Jason Read (yes, that guy) whose blog Unemployed Negativity expertly covers contemporary French and Italian political philosophy of the generally Autonomia strain, with special attention to Hegelian and Spinozist angles -- as well as television and movies) describes the same phenomenon as did Mark Fisher (author of Capitalist Realism) in the piece excepted in Monday's post: the production of competition and prevention of solidarity via massive intervention.
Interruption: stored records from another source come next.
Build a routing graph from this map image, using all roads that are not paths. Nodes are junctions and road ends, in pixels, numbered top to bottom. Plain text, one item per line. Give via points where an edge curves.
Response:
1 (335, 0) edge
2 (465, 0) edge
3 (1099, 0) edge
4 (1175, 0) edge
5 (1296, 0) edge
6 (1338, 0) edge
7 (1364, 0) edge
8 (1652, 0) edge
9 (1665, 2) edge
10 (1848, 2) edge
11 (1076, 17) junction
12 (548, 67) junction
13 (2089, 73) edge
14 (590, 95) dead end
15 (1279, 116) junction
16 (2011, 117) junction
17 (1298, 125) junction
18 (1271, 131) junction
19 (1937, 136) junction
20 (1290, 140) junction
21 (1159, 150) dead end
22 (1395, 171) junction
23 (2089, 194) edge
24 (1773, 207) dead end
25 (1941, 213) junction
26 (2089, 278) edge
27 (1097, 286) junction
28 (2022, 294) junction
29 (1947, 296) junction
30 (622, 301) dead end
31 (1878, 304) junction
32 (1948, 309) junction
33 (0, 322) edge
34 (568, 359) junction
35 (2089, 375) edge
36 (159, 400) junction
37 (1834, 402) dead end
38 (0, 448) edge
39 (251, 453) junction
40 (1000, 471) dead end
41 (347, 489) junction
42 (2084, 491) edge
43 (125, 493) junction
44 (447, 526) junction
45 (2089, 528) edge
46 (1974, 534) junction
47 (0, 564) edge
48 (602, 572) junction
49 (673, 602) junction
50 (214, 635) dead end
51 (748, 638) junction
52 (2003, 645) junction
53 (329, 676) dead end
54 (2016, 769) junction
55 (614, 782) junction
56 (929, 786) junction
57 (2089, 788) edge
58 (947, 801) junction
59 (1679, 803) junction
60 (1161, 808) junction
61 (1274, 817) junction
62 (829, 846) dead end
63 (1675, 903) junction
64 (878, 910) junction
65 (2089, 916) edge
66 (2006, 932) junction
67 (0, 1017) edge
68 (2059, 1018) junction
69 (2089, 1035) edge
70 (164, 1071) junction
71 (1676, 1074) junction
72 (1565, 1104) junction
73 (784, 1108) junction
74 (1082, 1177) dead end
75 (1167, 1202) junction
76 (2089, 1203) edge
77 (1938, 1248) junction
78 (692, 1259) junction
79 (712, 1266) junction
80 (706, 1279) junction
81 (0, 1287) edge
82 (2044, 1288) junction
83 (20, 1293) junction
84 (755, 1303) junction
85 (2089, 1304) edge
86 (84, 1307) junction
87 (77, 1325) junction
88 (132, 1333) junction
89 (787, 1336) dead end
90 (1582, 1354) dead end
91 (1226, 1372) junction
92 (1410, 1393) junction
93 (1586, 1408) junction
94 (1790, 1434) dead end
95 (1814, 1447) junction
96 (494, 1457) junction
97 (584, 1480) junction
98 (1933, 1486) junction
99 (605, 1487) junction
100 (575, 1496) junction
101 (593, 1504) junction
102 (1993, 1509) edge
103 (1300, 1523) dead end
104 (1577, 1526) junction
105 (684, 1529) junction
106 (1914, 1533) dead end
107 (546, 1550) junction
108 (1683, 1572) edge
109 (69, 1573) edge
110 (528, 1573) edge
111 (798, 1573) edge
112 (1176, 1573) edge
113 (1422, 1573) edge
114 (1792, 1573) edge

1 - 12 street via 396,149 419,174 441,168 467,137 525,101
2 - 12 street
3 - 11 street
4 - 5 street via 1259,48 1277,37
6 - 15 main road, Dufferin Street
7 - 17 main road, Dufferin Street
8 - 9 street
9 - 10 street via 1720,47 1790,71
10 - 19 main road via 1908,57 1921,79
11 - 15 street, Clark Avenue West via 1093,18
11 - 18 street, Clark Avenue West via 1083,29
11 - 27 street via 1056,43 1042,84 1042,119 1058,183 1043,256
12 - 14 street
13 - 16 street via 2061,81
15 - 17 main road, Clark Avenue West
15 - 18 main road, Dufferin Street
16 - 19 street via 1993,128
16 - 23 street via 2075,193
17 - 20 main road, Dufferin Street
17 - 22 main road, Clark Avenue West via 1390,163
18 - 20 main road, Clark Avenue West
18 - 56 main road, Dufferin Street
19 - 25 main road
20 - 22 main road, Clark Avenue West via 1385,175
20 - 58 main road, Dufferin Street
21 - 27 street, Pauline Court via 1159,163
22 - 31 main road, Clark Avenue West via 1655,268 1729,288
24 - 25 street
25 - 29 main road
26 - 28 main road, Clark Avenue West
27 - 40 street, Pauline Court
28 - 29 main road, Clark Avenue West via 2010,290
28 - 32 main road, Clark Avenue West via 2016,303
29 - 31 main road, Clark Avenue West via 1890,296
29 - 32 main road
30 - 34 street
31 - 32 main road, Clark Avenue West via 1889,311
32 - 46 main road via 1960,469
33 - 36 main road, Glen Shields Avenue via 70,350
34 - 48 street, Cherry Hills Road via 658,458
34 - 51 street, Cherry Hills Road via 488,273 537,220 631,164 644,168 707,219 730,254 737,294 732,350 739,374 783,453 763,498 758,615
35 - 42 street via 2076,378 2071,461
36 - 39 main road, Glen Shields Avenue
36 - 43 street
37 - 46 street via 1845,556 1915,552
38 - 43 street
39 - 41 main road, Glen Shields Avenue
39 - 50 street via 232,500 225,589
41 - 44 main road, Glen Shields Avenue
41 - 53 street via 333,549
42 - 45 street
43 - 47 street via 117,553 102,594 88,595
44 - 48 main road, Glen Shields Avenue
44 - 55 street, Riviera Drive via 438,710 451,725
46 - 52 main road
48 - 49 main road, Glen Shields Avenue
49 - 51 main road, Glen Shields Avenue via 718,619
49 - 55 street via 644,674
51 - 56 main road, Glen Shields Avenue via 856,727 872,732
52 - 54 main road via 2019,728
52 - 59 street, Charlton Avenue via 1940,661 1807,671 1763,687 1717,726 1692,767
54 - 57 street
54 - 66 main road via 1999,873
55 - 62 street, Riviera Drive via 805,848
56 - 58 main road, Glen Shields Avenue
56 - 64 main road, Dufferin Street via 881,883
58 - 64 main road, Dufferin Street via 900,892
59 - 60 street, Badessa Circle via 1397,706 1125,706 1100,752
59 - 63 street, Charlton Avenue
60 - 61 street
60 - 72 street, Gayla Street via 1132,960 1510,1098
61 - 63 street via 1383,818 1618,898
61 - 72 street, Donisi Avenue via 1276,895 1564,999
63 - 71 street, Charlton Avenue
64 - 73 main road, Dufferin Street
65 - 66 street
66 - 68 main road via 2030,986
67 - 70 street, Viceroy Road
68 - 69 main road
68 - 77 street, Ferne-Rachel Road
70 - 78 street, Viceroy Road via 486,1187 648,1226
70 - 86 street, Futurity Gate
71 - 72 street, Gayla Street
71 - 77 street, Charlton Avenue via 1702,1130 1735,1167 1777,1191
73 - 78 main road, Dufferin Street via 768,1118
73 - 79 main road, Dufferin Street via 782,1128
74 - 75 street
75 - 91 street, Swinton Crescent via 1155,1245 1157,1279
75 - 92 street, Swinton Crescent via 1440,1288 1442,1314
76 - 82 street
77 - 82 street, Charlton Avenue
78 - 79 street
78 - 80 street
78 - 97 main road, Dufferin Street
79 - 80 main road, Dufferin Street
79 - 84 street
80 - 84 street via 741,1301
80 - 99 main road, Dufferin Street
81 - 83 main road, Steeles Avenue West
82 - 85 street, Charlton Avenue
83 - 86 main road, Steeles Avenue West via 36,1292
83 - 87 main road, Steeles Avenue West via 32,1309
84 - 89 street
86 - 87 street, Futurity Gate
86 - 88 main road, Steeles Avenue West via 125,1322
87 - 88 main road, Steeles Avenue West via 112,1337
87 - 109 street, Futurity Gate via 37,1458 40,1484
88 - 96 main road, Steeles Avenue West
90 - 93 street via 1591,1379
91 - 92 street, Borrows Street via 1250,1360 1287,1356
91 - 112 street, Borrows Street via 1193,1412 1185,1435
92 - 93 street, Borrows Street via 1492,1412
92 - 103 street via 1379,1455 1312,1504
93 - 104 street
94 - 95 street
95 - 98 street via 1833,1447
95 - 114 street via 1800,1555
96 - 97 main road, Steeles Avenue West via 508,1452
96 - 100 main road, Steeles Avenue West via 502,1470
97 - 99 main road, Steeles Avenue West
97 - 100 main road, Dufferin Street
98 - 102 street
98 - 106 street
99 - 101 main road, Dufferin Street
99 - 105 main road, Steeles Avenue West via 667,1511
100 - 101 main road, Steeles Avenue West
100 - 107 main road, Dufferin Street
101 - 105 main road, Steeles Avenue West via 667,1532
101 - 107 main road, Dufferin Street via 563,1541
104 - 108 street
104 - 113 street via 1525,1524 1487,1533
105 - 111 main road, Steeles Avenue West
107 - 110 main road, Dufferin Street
Here is Read, explicating Pierre Dardot and Christian Laval, La nouvelle raison du monde: essai sur la société néolibérale by emphasizing the kettle logic at work: the artificial production of natural competition:
On this point Dardot and Laval cite Thomas Lemke's definition of the fundamental paradox of neoliberalism: it actively engenders a social relation which it declares to be natural. Competition is defined as something which is always already there, forming the basis of not only human society but nature as well. Despite this supposed fact, competition is constantly cultivated through laws and social relations that destroy even the forms of solidarity that capitalism engenders, such as classes. We could say that generalized this paradox defines much reactionary, or conservative thought, which always declares some hierarchy or principle natural while actively working to produce it. There is always something of Freud's "borrowed kettle" in such arguments which declare some practice or relation to be simultaneously unnatural and illegal. If it truly was the former, the latter would not be required. However, what makes neoliberalism different is that what is taken as natural is not some hierarchy, such as that between races or genders, but a principle of human action. As Dardot and Laval argue, this naturalization of competition is incredibly effective, it forces any opposition to neoliberalism to make some promethean claim, to change nature, obscuring the way in which this supposed nature is actually the product of a complete restructuring of economic, political, and social life in the last several decades.